So that in this way the learning of language, the method of education, the development of the individual, the manifestation of the spirit worked for Comenius. A single harmonic of one spectrum that should not be interrupted now in this development there is a progression of seven parts and I think Mr. Hall's little article on Comenius in volume two of the Collected Writings has the best explanation in one paragraph, so I'll give you that. This is in Collected Writings, Volume two. This is in paperback under the title Sages and Seers, and by this time of course you can recognize the statement that Comenius would make when he labeled his education ‘pansophy’ - all wisdom. He says we can teach man everything, all of it together. So he called it ‘pansophy’. And it was not a collection of arcane fragments glued together by speculation as external critics would have it. But you are in a position now to understand that it was an integral formulation because Comenius said nature always grows from within out it always grows from the universal to the particular. It always manifests itself with ever greater clarity.

And the seven parts, the seven stages of this Pansophic University - and by this way the school would become like the temple of learning. The first stage was discovering that there was a possibility of total knowledge and the general outline of the entire enterprise of acquiring it. Just introducing the notion to someone that there is a unity to knowledge. One would not have to know every detail but that one could know the unified structure that goes into all the manifestations and that this is achievable, well within the limits of a human being.

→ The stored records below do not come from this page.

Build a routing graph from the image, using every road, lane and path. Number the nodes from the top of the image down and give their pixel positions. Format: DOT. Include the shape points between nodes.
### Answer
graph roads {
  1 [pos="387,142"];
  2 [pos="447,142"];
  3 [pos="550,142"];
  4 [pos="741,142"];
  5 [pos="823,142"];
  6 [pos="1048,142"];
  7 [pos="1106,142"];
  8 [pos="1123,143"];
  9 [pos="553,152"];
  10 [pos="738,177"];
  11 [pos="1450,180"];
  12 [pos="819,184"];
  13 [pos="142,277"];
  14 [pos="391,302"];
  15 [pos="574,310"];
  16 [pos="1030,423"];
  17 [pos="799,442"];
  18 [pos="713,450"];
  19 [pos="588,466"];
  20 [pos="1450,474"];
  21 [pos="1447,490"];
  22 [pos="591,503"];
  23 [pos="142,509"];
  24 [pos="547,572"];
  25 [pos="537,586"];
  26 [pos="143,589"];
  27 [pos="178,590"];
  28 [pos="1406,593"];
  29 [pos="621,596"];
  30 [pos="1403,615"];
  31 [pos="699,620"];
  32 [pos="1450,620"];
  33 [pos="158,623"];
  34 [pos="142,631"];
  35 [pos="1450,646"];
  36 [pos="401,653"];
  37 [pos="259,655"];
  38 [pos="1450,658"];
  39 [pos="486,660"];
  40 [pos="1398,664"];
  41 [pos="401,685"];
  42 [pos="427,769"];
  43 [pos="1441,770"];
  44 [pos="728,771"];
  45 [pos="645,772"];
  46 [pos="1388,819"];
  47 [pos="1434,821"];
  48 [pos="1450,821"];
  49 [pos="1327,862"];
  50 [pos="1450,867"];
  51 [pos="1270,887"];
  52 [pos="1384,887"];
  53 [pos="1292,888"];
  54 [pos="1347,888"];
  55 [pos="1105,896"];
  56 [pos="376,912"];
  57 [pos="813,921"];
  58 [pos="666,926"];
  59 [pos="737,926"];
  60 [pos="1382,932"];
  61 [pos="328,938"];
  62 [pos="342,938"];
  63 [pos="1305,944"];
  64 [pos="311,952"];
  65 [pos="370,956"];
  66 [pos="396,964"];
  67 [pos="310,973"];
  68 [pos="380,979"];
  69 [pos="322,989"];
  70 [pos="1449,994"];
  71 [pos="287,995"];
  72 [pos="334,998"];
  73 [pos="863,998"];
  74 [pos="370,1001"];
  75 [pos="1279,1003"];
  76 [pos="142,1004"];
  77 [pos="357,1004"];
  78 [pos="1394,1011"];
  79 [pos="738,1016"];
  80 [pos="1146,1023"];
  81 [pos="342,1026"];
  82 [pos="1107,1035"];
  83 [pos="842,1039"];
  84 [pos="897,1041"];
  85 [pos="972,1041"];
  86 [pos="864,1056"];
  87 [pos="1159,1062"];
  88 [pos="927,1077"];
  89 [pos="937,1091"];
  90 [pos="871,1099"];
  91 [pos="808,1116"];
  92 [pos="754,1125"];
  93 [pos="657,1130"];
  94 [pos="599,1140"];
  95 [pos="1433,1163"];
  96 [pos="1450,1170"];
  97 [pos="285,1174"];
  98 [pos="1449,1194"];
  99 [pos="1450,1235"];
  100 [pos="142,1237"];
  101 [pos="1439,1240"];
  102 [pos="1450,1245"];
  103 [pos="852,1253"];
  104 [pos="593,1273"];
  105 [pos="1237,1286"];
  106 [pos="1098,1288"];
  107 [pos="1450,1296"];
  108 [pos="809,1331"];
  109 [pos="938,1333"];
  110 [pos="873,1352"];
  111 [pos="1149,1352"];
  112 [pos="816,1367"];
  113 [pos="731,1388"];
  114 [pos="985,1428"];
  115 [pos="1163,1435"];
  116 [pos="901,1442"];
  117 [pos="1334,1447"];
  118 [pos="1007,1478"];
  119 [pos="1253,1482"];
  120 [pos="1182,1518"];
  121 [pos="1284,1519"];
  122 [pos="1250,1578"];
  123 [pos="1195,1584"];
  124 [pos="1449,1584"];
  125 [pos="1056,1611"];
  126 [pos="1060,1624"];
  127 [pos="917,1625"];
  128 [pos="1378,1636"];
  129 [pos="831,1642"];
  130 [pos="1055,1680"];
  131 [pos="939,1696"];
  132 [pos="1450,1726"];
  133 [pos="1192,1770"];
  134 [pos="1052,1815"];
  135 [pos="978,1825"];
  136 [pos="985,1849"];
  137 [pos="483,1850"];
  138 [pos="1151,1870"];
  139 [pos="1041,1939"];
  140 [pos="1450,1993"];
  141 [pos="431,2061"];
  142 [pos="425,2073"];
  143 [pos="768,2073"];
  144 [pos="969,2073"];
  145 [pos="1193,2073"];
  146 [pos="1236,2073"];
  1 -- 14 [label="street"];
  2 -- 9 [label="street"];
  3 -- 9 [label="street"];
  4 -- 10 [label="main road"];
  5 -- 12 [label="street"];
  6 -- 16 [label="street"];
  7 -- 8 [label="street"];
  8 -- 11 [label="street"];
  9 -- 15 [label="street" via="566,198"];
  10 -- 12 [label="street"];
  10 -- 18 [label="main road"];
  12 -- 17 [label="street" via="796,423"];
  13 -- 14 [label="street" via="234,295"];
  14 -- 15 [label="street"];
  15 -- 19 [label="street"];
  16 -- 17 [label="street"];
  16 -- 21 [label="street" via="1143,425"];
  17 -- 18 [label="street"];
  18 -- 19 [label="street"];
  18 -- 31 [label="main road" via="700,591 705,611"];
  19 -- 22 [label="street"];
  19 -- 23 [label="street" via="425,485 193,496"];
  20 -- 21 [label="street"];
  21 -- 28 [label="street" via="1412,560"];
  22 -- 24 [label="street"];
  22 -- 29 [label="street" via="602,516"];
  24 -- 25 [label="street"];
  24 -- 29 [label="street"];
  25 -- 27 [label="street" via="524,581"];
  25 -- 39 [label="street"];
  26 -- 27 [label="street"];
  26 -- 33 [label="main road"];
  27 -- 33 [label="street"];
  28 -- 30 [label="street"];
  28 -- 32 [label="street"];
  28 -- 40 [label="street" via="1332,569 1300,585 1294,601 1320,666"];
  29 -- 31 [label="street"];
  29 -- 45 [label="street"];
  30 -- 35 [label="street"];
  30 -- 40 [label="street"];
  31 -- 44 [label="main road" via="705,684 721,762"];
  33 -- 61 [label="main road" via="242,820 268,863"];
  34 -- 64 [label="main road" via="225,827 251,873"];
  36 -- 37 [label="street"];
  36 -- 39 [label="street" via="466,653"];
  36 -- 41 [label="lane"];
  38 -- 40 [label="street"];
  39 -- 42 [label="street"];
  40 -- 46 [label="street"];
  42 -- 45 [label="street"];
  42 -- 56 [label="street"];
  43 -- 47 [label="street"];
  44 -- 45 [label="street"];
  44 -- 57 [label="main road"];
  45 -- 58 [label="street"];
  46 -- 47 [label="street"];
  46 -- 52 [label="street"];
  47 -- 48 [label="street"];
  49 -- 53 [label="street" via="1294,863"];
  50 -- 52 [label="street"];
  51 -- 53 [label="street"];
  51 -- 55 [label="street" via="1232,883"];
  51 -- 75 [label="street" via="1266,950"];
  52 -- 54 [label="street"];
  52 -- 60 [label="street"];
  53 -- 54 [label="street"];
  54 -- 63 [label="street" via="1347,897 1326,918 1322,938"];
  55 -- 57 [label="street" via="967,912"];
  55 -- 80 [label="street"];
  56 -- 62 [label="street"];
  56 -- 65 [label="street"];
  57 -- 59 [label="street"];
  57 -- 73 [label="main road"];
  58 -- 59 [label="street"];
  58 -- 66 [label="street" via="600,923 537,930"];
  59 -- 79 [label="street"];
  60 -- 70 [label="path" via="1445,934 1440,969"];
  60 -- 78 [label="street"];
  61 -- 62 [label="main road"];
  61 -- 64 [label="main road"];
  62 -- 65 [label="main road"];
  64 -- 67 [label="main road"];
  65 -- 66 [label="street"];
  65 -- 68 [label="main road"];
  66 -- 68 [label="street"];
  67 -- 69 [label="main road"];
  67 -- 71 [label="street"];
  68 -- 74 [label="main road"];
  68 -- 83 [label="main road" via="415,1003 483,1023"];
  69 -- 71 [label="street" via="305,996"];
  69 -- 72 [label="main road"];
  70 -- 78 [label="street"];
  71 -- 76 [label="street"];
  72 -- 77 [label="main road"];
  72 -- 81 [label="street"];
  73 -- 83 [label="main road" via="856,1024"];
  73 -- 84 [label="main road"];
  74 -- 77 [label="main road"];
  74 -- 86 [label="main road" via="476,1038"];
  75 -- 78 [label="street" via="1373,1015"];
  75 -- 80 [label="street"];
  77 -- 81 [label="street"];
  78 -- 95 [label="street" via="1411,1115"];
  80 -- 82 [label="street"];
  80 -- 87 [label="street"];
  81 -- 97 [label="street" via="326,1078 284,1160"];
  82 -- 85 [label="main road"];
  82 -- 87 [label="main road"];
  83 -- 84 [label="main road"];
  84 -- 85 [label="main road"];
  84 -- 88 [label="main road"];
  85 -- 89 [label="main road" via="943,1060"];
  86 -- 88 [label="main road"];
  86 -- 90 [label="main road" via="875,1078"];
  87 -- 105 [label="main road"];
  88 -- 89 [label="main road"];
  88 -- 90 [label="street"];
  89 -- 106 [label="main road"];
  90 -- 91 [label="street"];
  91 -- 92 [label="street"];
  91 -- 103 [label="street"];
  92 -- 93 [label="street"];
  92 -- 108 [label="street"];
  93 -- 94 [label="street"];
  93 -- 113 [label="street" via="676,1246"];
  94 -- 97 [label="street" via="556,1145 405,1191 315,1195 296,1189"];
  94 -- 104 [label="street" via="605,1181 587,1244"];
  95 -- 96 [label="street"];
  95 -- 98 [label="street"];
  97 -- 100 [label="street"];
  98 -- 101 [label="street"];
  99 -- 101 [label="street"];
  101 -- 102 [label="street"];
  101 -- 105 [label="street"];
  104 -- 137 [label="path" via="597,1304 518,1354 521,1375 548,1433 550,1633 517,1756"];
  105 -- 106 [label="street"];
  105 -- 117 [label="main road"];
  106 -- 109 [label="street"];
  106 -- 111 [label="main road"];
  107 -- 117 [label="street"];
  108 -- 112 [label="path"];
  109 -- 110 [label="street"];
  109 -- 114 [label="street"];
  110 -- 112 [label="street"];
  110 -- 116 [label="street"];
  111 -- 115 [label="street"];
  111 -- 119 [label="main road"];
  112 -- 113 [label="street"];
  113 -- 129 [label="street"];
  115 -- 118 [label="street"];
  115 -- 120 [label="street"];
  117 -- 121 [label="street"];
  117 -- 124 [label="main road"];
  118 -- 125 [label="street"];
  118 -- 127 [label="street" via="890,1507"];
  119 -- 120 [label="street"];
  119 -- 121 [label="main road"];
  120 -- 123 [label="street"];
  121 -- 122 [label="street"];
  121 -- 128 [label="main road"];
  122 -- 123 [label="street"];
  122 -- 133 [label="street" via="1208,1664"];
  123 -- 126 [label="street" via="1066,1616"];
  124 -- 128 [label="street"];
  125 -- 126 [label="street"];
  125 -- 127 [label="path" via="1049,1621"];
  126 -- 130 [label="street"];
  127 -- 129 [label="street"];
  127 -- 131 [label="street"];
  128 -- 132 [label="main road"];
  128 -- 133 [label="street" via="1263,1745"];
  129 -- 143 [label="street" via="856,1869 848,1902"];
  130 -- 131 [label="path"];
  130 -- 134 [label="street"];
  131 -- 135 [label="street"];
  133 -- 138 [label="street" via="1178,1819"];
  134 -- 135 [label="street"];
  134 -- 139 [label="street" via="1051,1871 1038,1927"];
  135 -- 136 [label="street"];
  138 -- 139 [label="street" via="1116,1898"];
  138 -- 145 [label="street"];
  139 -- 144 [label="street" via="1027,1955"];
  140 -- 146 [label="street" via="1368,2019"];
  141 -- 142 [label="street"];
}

And it still is. And then the general outline of how this would be acquired. Second, a notion of the general apparatus of wisdom and the concept of a total approach to knowing all things knowable were to be examined. In other words, the student brought into a critical interchange with this notion, with this concept, give a chance to really chew it up and chew it over and and examine it think about it. Then on the third stage the resources of all visible nature and all the lessons which could be derived therefrom should be explored. That the idea of what was natural to man was much larger in the mid 17th century than it had been at almost any time since the days of Alexandria.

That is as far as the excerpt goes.